[WHAT THE TASK ASKS]:
For this task, output every entry below exactly and omit the pictures.

-------- RAW DATA

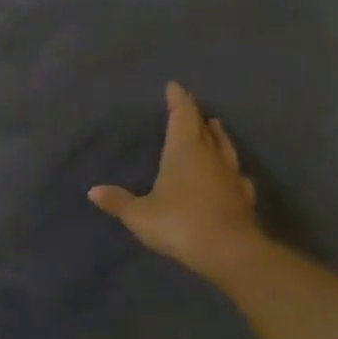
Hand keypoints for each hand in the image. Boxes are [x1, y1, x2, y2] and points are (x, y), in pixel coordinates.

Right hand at [88, 83, 263, 284]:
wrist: (230, 252)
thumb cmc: (180, 223)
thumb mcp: (140, 215)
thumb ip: (118, 201)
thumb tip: (93, 191)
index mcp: (184, 150)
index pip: (182, 115)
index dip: (178, 100)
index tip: (174, 86)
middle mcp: (210, 155)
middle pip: (204, 128)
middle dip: (196, 116)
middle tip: (190, 106)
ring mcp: (231, 175)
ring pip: (225, 147)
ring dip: (218, 136)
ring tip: (214, 127)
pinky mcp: (244, 197)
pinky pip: (236, 174)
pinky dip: (230, 169)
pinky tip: (232, 174)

----------------

[ANSWER FOR THE TASK]:
Hand keypoints for each hand in the image. Boxes are [x1, y1, x2, y2] and points are (x, y), in pixel coordinates.

Right hand at [88, 83, 263, 284]:
wrist: (230, 252)
thumb cmc: (180, 223)
thumb mcp: (140, 215)
thumb ip: (118, 201)
thumb tip: (93, 191)
index mcp: (184, 150)
index pip: (182, 115)
index dip: (178, 100)
index tip: (174, 86)
middle mcp: (210, 155)
middle pip: (204, 128)
middle dip: (196, 116)
middle tip: (190, 106)
ring mcp: (231, 175)
ring pip: (225, 147)
ring dip: (218, 136)
ring tip: (214, 127)
pinky mcp: (244, 197)
pinky pip: (236, 174)
pinky dip: (230, 169)
pinky tip: (232, 174)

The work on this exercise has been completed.